The task =>
Repeat the whole listing below precisely. Omit all pictures.

Working data =>
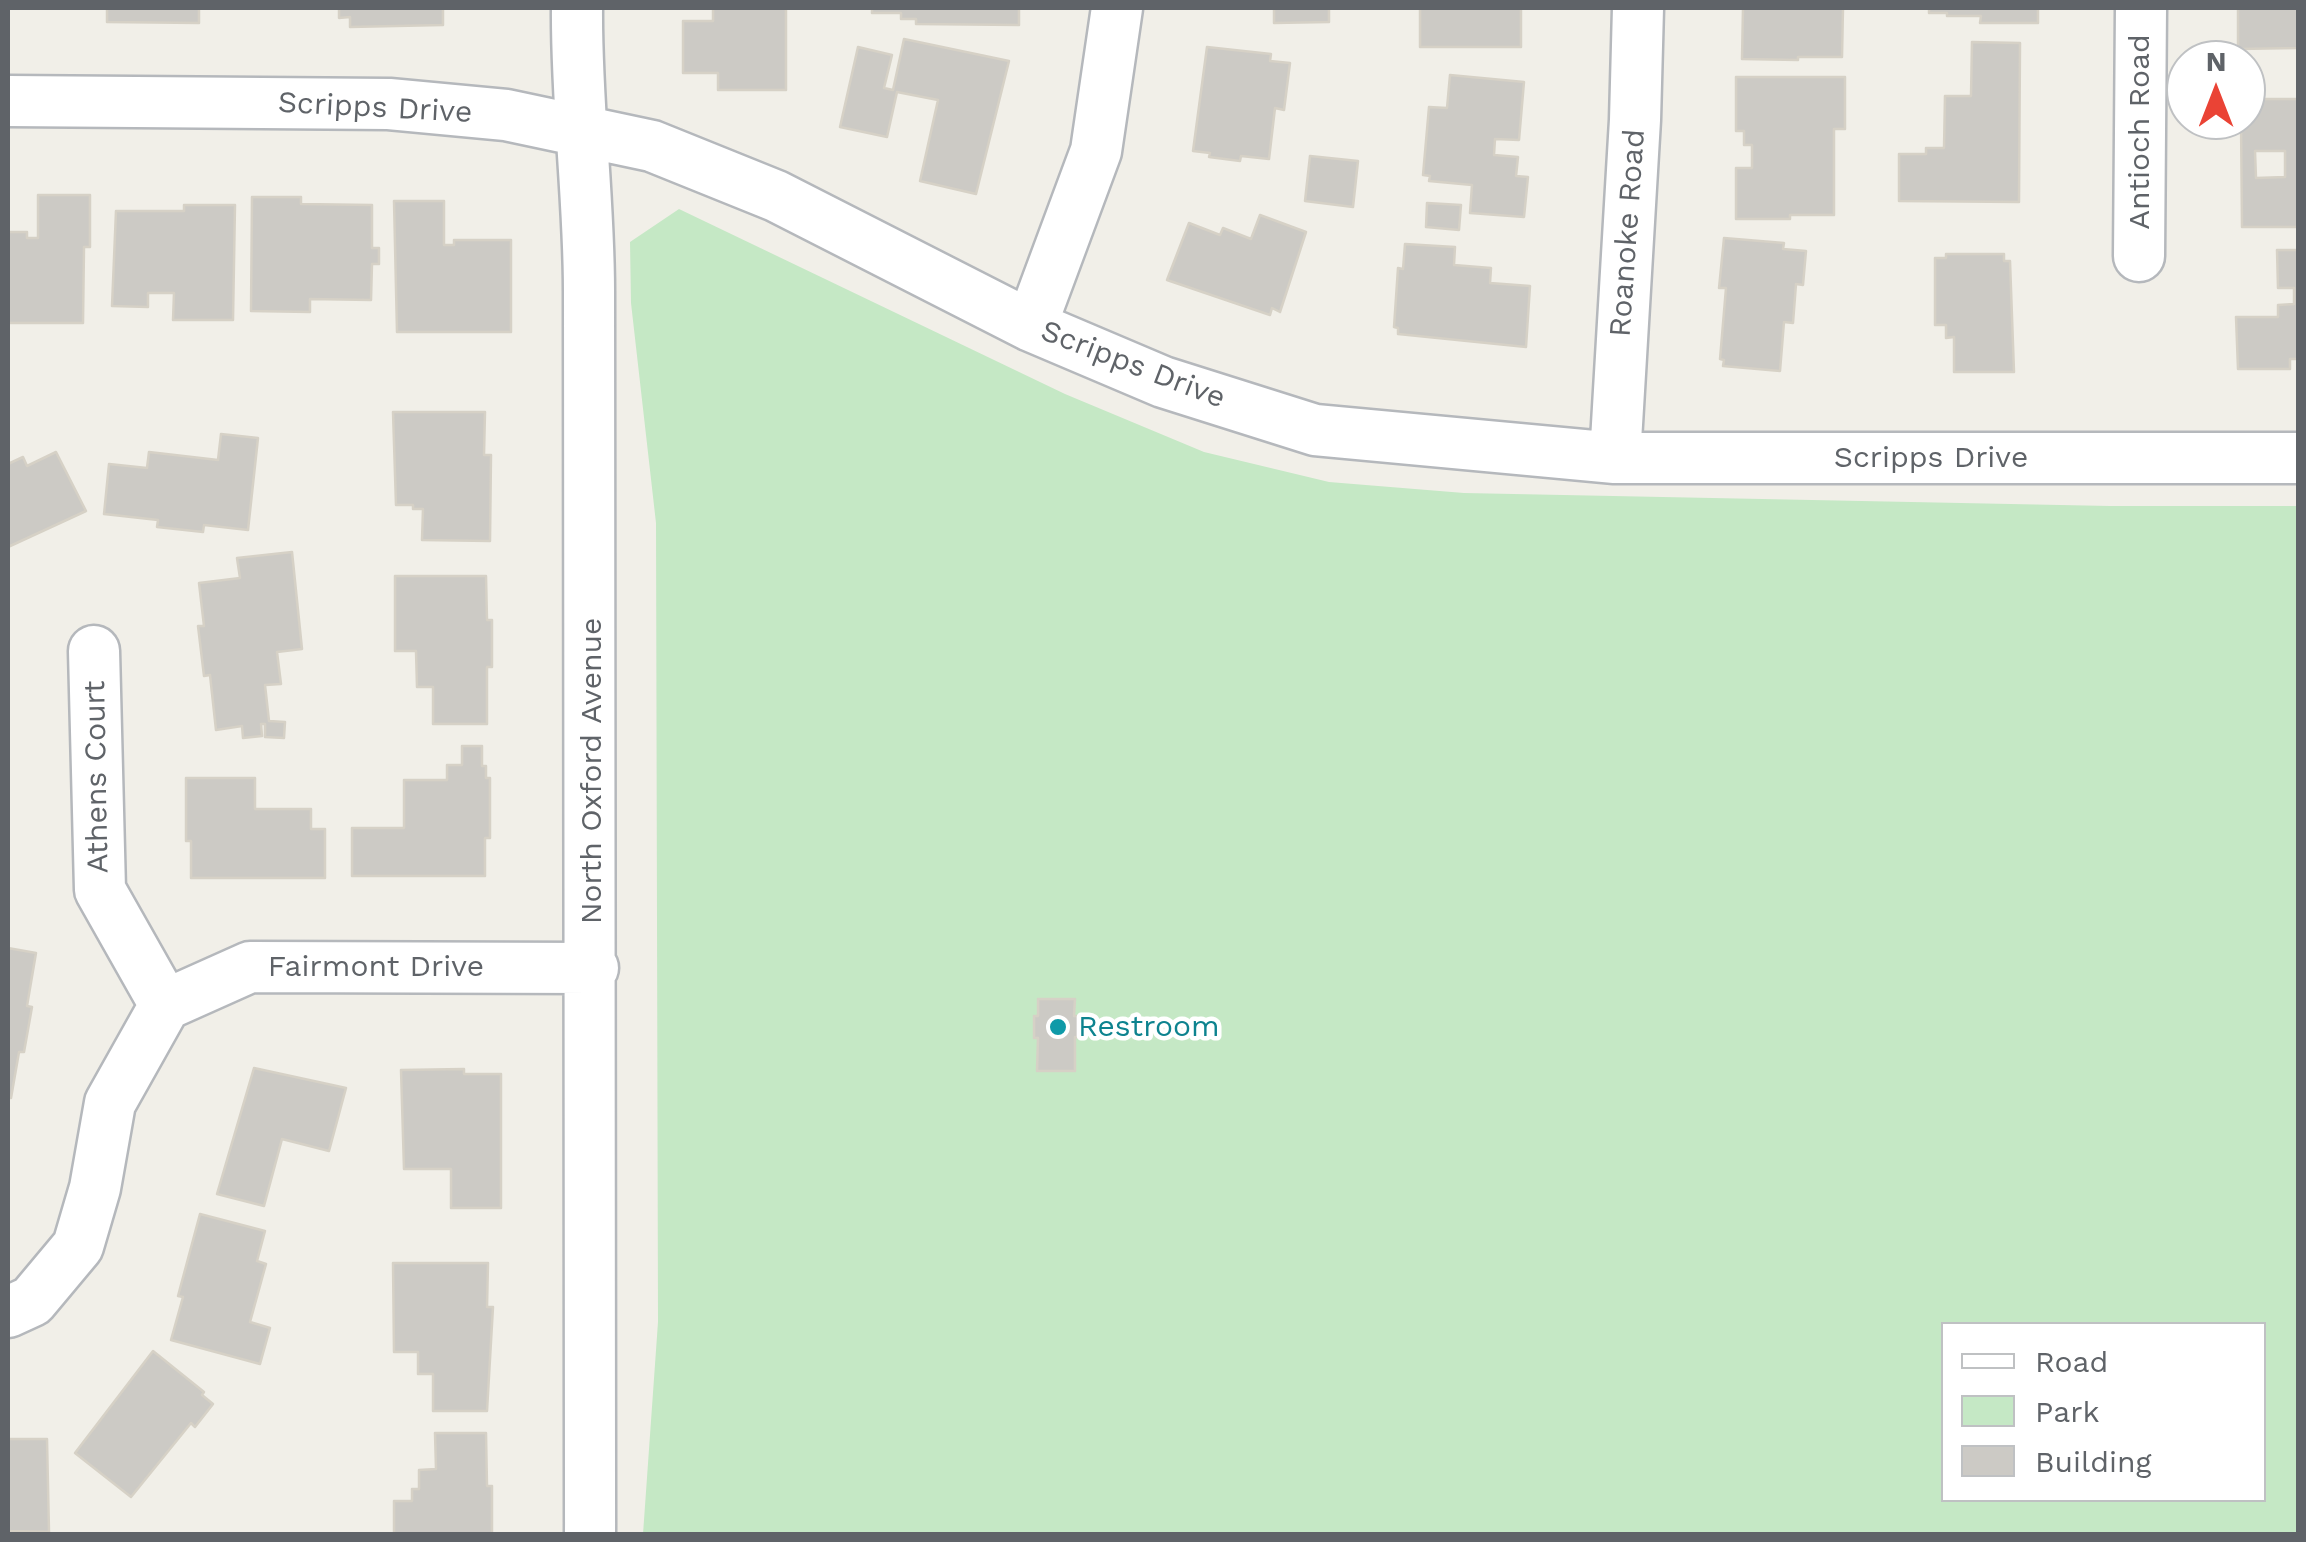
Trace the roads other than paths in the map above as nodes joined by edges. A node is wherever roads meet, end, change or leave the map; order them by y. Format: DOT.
graph roads {
  1 [pos="577,8"];
  2 [pos="1118,8"];
  3 [pos="1638,8"];
  4 [pos="2141,8"];
  5 [pos="8,101"];
  6 [pos="583,132"];
  7 [pos="2139,256"];
  8 [pos="1031,326"];
  9 [pos="1615,458"];
  10 [pos="2298,458"];
  11 [pos="94,650"];
  12 [pos="593,968"];
  13 [pos="166,1006"];
  14 [pos="8,1312"];
  15 [pos="590,1534"];
  1 -- 6 [label="street, North Oxford Avenue"];
  2 -- 8 [label="street"];
  3 -- 9 [label="street, Roanoke Road"];
  4 -- 7 [label="street, Antioch Road"];
  5 -- 6 [label="street, Scripps Drive"];
  6 -- 8 [label="street, Scripps Drive"];
  6 -- 12 [label="street, North Oxford Avenue"];
  8 -- 9 [label="street, Scripps Drive"];
  9 -- 10 [label="street, Scripps Drive"];
  11 -- 13 [label="street, Athens Court"];
  12 -- 13 [label="street, Fairmont Drive"];
  12 -- 15 [label="street, North Oxford Avenue"];
  13 -- 14 [label="street"];
}
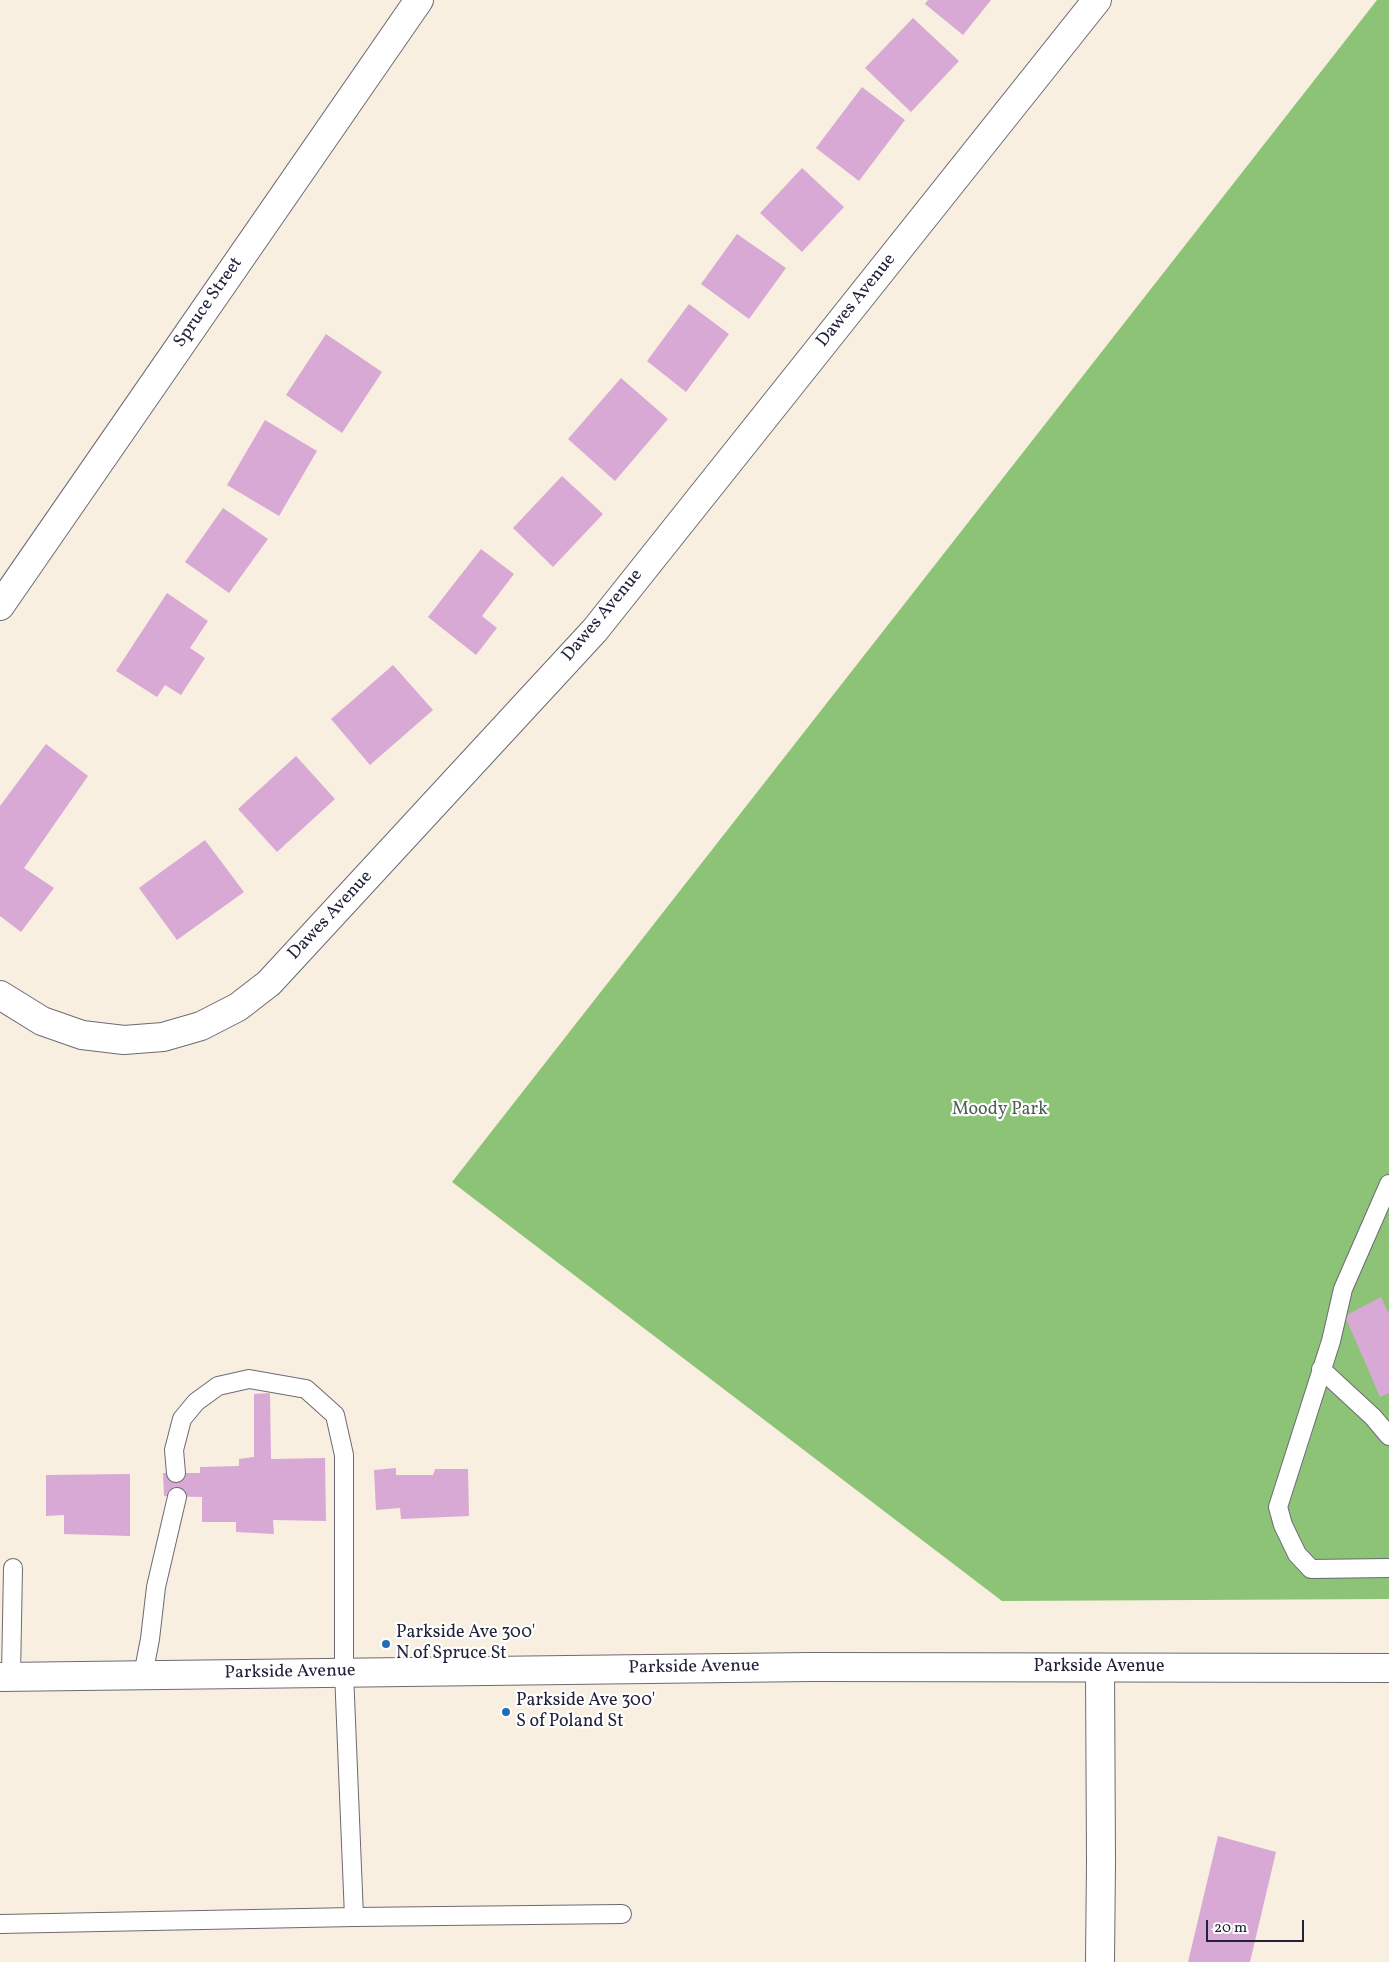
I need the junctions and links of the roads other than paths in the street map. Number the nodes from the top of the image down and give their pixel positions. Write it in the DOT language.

Result for this exercise =>
Trace the roads other than paths in the map above as nodes joined by edges. A node is wherever roads meet, end, change or leave the map; order them by y. Format: DOT.
graph roads {
  1 [pos="577,8"];
  2 [pos="1118,8"];
  3 [pos="1638,8"];
  4 [pos="2141,8"];
  5 [pos="8,101"];
  6 [pos="583,132"];
  7 [pos="2139,256"];
  8 [pos="1031,326"];
  9 [pos="1615,458"];
  10 [pos="2298,458"];
  11 [pos="94,650"];
  12 [pos="593,968"];
  13 [pos="166,1006"];
  14 [pos="8,1312"];
  15 [pos="590,1534"];
  1 -- 6 [label="street, North Oxford Avenue"];
  2 -- 8 [label="street"];
  3 -- 9 [label="street, Roanoke Road"];
  4 -- 7 [label="street, Antioch Road"];
  5 -- 6 [label="street, Scripps Drive"];
  6 -- 8 [label="street, Scripps Drive"];
  6 -- 12 [label="street, North Oxford Avenue"];
  8 -- 9 [label="street, Scripps Drive"];
  9 -- 10 [label="street, Scripps Drive"];
  11 -- 13 [label="street, Athens Court"];
  12 -- 13 [label="street, Fairmont Drive"];
  12 -- 15 [label="street, North Oxford Avenue"];
  13 -- 14 [label="street"];
}
I need the junctions and links of the roads other than paths in the street map. Number the nodes from the top of the image down and give their pixel positions. Write it in the DOT language.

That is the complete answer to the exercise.